Macmillan made headlines at the end of last month with the announcement of their new DynamicBooks electronic textbook systemDynamicBooks allows professors to customize Macmillan’s existing digital textbooks by adding chapters and class syllabi, embedding audio and video, and even rewriting passages.  All of the changes and additions to the books are clearly marked within, and so far there hasn’t been much of an outcry about the possibilities of content modification that the system enables.  Of course, the intent of DynamicBooks isn’t to change curricula, but rather to restructure the traditional textbook business model, which has suffered in recent years due to the digital revolution and the proliferation of online used-textbook stores.

But Macmillan and other companies seem, in this case, to be a bit short-sighted.  While the introduction of DynamicBooks might be beneficial for colleges and universities (which set their own curricula), what happens when it is introduced into public school systems, which follow state-mandated curricula?

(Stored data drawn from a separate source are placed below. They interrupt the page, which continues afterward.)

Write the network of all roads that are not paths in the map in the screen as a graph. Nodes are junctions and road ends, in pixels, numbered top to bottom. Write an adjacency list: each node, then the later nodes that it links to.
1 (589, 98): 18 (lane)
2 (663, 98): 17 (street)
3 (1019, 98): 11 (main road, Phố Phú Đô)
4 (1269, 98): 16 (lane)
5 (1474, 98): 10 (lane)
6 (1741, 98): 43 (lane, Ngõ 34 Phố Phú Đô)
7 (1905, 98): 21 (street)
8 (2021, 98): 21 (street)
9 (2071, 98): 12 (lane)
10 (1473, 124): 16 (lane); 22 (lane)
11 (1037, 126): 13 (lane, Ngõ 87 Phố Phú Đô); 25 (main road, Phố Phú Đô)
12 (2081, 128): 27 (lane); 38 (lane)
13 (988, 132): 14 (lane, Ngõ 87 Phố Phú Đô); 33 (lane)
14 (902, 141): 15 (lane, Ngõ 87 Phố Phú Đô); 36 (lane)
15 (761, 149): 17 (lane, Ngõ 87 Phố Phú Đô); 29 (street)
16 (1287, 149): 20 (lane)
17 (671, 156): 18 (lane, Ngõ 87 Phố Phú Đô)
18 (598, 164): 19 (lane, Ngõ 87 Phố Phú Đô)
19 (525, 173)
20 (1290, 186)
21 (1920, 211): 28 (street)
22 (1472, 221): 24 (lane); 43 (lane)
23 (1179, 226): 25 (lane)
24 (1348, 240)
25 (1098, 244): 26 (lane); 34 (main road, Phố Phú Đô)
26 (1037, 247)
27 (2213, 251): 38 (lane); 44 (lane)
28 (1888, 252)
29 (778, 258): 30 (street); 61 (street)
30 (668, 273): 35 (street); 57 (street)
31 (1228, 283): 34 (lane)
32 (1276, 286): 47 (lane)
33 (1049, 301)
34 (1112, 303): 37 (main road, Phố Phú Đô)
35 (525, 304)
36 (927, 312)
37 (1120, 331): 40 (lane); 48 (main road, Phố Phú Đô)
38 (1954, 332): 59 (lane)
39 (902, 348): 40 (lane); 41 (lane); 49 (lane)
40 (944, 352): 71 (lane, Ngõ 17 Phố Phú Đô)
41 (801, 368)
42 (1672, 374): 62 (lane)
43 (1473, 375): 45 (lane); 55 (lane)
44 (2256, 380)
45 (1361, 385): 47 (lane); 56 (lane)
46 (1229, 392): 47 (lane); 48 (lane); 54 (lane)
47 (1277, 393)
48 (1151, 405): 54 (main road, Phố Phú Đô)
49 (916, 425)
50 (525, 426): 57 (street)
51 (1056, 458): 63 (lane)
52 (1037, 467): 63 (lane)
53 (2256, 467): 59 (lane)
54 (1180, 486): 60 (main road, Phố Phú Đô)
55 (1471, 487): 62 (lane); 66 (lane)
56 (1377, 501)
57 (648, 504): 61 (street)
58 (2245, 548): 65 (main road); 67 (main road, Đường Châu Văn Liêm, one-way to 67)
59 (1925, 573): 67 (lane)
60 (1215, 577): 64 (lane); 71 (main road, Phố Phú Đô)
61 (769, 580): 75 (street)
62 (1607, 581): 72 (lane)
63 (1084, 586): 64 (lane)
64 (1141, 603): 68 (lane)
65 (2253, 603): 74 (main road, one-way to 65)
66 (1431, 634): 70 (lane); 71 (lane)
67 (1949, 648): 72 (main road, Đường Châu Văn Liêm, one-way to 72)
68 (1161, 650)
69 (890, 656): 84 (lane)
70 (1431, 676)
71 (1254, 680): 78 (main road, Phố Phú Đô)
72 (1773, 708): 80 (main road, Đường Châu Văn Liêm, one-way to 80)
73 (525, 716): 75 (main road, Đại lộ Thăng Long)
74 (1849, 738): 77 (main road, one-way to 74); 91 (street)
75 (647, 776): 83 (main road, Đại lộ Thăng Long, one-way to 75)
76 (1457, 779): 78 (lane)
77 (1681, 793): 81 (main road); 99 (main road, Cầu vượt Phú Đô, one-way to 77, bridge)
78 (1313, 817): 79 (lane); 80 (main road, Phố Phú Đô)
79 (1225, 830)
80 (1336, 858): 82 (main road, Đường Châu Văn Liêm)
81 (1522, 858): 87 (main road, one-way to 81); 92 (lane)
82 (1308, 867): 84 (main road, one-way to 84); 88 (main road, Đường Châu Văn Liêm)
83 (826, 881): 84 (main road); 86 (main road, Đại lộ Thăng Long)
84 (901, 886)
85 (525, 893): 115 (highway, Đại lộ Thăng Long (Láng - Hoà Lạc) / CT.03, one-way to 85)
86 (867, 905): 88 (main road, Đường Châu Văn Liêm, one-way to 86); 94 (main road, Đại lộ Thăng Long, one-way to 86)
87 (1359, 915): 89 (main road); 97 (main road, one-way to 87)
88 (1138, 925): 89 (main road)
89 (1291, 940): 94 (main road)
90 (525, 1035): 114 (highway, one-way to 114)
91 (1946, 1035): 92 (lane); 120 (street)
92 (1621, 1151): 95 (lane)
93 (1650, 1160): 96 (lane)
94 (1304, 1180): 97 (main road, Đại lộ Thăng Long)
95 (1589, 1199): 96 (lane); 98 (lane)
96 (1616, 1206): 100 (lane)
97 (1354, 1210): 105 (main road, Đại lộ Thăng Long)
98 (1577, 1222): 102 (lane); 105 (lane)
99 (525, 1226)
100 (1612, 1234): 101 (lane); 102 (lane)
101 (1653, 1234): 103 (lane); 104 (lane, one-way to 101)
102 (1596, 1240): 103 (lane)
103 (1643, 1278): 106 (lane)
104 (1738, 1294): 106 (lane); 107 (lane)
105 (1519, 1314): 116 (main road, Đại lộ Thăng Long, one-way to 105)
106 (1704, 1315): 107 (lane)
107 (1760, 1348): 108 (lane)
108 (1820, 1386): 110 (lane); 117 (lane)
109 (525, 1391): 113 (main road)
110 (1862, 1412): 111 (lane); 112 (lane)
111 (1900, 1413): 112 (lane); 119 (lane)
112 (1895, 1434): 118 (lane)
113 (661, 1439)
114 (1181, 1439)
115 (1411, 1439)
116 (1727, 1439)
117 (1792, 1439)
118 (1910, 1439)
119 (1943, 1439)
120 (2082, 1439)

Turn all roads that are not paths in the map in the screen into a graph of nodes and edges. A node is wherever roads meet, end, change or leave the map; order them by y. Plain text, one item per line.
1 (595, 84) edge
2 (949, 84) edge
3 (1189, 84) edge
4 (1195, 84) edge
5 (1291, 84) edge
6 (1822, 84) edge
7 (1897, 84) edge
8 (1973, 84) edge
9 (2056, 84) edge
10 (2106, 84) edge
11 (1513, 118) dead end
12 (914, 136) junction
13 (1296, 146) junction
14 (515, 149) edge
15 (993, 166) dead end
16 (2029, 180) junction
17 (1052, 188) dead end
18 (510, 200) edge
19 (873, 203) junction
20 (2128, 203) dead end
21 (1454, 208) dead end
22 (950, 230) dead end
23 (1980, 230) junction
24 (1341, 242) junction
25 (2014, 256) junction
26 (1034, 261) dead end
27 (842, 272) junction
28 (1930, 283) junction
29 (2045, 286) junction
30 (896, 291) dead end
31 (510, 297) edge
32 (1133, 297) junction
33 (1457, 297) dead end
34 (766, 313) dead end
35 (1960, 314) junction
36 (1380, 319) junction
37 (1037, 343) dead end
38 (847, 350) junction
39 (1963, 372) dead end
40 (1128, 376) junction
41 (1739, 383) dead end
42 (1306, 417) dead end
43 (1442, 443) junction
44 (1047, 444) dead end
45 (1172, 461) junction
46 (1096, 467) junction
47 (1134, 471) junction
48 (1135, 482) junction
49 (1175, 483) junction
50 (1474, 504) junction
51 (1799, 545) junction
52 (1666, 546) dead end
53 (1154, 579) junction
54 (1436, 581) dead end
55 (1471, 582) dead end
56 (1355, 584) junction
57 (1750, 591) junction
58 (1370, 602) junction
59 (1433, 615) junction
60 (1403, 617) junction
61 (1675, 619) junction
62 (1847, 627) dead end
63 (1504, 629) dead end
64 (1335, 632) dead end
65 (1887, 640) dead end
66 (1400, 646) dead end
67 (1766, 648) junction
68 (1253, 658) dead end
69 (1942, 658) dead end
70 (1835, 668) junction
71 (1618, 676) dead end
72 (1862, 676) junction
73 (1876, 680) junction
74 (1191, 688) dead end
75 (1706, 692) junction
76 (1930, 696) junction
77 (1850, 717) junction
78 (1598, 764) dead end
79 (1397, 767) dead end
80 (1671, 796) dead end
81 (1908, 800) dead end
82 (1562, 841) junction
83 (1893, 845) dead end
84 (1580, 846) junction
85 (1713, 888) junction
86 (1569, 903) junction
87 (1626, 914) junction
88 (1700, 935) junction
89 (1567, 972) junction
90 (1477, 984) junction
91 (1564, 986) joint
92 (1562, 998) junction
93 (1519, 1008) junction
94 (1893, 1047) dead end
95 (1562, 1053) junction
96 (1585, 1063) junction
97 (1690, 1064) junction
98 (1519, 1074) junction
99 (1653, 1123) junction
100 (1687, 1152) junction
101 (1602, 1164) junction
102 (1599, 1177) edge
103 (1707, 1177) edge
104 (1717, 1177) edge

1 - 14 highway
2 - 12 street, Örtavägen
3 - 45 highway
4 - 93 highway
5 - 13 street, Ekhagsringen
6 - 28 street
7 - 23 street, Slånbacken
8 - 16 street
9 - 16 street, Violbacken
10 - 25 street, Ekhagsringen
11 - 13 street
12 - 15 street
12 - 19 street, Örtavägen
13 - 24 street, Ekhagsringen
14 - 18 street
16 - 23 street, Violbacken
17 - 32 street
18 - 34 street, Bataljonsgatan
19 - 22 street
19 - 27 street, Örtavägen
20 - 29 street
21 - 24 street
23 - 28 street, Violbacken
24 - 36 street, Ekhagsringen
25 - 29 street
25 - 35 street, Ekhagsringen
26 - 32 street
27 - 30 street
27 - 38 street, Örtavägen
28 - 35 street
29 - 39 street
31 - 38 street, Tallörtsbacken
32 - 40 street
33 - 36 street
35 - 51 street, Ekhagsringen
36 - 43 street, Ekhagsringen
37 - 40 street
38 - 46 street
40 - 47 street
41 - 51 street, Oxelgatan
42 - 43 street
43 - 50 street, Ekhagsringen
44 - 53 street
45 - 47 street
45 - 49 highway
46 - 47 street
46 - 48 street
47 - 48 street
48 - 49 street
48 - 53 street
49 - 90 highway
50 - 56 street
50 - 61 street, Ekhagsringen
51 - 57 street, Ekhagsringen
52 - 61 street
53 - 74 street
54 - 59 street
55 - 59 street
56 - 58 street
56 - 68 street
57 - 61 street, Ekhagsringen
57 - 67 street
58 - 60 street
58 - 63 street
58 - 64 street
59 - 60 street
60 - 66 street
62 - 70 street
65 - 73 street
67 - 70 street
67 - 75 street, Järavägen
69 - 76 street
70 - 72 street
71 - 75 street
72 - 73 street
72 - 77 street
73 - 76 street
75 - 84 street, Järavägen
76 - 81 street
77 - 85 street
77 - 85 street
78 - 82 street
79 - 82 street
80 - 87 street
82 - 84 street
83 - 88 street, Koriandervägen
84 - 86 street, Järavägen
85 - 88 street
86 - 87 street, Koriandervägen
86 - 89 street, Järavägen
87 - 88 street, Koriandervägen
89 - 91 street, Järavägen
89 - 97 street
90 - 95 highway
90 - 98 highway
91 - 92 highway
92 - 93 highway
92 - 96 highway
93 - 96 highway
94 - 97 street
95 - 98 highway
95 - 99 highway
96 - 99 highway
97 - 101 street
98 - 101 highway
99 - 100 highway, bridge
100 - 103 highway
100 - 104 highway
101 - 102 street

This past Friday, the Texas Board of Education concluded the most recent battle in an ideological struggle over the nature of the state’s social studies curriculum.  Every decade, curriculum standards of the state are reviewed and voted upon.  The vote is an essential one, because all textbooks that are used in the public education system must be approved by the board in accordance with those standards.  If digital textbooks down the road are to be adopted by the Board of Education, and these textbooks are able to be modified on a school-by-school, teacher-by-teacher basis, their use essentially nullifies the democratic voice of the school board (whether or not you agree with their ideological positions).  This problem is then multiplied across the many states that use a similar curriculum voting system.

Now in Texas last week, the curriculum vote may have lead to an unwanted end, as a large conservative voting bloc enabled the teaching of creationism and the exclusion of many non-white historical figures from history textbooks.  But, as much as I might disagree with the result, I do agree with the process: the decision was arrived at democratically (and now, thank god, the entire state has 30 days on which to comment on the new standards).  It is a participatory process on a grand scale in which parents, teachers, educational professionals and others are invited to participate.  With individual textbooks, teachers and the DynamicBooks model, that process would be removed.

I’m not saying that there is potential for digital adoption by boards of education to happen any time soon.  The costs are too great for public schools, the political barriers too high–for now.  But DynamicBooks is setting something in motion by creating opportunities to amend completed text and “correct” other authors’ work, opportunities for censorship of and insertion of subjective opinion into objective, researched and edited work.  Maybe before changing traditional business models, major publishers should look at the potential their new models will have at changing traditional education models.  And the consequences that could have for the future of our education system, and in turn, our country.